HYB-VITON: A Hybrid Approach to Virtual Try-On Combining Explicit and Implicit Warping
Kosuke Takemoto, Takafumi Koshinaka
TL;DR
The paper addresses the trade-off in image-based virtual try-on between detail-rich explicit warping and realism-focused implicit warping. It introduces HYB-VITON, a hybrid framework that preprocesses explicitly warped garments and injects them into a diffusion-based inpainting pipeline while balancing explicit and implicit cues via per-layer cross-attention scaling. Across VITON-HD, HYB-VITON yields superior garment detail fidelity compared with diffusion-based methods and greater realism than leading explicit-warping baselines, demonstrated by both qualitative and quantitative results. This approach offers a practical path to high-fidelity, realistic virtual try-on and sets a benchmark for integrating explicit-region information into implicit-generation paradigms.
Abstract
Virtual try-on systems have significant potential in e-commerce, allowing customers to visualize garments on themselves. Existing image-based methods fall into two categories: those that directly warp garment-images onto person-images (explicit warping), and those using cross-attention to reconstruct given garments (implicit warping).

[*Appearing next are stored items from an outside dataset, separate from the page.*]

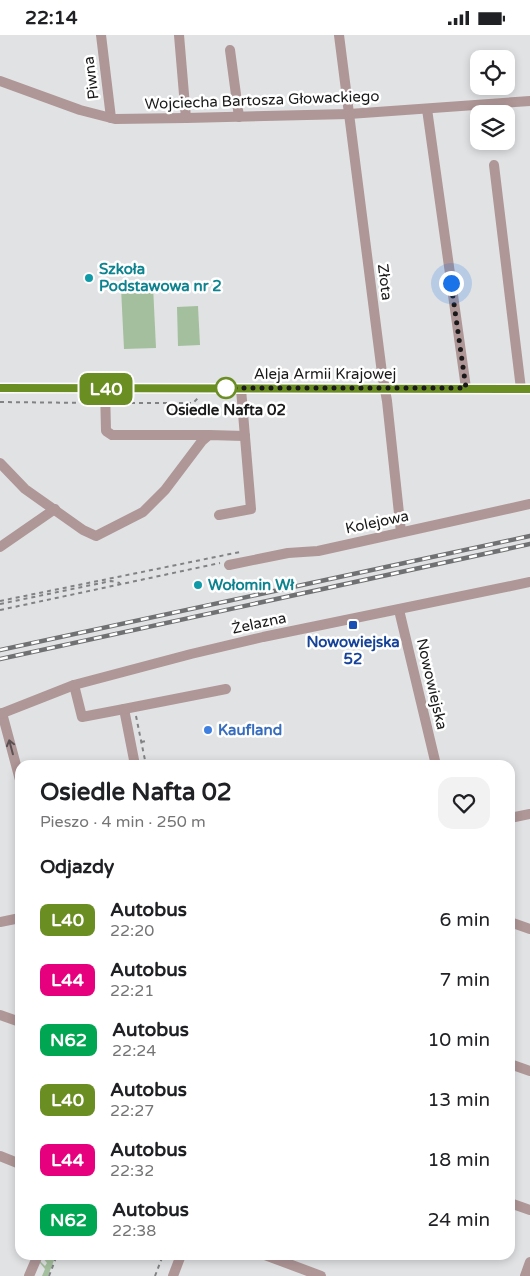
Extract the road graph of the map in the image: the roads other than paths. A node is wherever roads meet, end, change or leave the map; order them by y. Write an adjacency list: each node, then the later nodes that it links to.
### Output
1 (101, 35): 9 (street, Piwna)
2 (179, 35): 11 (street)
3 (339, 35): 8 (street, Złota)
4 (230, 50): 10 (street)
5 (0, 81): 9 (street, Wojciecha Bartosza Głowackiego)
6 (530, 101): 7 (street, Wojciecha Bartosza Głowackiego)
7 (426, 109): 8 (street, Wojciecha Bartosza Głowackiego); 14 (street)
8 (349, 113): 10 (street, Wojciecha Bartosza Głowackiego); 17 (street, Złota)
9 (111, 117): 11 (street, Wojciecha Bartosza Głowackiego)
10 (239, 117): 11 (street, Wojciecha Bartosza Głowackiego)
11 (186, 118)
12 (494, 165): 18 (street)
13 (0, 388): 15 (street, Aleja Armii Krajowej)
14 (466, 388): 17 (street, Aleja Armii Krajowej); 18 (street, Aleja Armii Krajowej)
15 (105, 389): 16 (street, Aleja Armii Krajowej); 19 (street)
16 (241, 389): 17 (street, Aleja Armii Krajowej); 20 (street)
17 (385, 389): 25 (street, Złota)
18 (526, 389)
19 (209, 435): 20 (street); 23 (street)
20 (245, 436): 24 (street)
21 (0, 463): 23 (street)
22 (530, 504): 25 (street, Kolejowa)
23 (55, 509): 26 (street)
24 (219, 515)
25 (401, 532): 27 (street, Kolejowa)
26 (0, 547)
27 (229, 565)
28 (530, 582): 29 (street, Żelazna)
29 (399, 610): 30 (street, Żelazna); 35 (street, Nowowiejska)
30 (74, 685): 32 (street); 33 (street, Żelazna)
31 (226, 689): 32 (street)
32 (124, 709): 34 (street)
33 (1, 714): 36 (street, one-way to 33)
34 (134, 760)
35 (435, 760)
36 (15, 763)
37 (530, 814): 38 (street)
38 (515, 817)
39 (15, 919): 40 (street)
40 (0, 922)
41 (515, 924): 42 (street)
42 (530, 929)
43 (0, 1015): 44 (street)
44 (15, 1020)
45 (515, 1066): 46 (street)
46 (530, 1071)
47 (0, 1156): 48 (street)
48 (15, 1161)
49 (515, 1205): 50 (street)
50 (530, 1210)
51 (36, 1260): 55 (street)
52 (178, 1260): 56 (street)
53 (278, 1260): 57 (street)
54 (530, 1262): 58 (street)
55 (30, 1276)
56 (173, 1276)
57 (321, 1276)
58 (525, 1276)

Explicit warping preserves garment details but often produces unrealistic output, while implicit warping achieves natural reconstruction but struggles with fine details. We propose HYB-VITON, a novel approach that combines the advantages of each method and includes both a preprocessing pipeline for warped garments and a novel training option. These components allow us to utilize beneficial regions of explicitly warped garments while leveraging the natural reconstruction of implicit warping. A series of experiments demonstrates that HYB-VITON preserves garment details more faithfully than recent diffusion-based methods, while producing more realistic results than a state-of-the-art explicit warping method.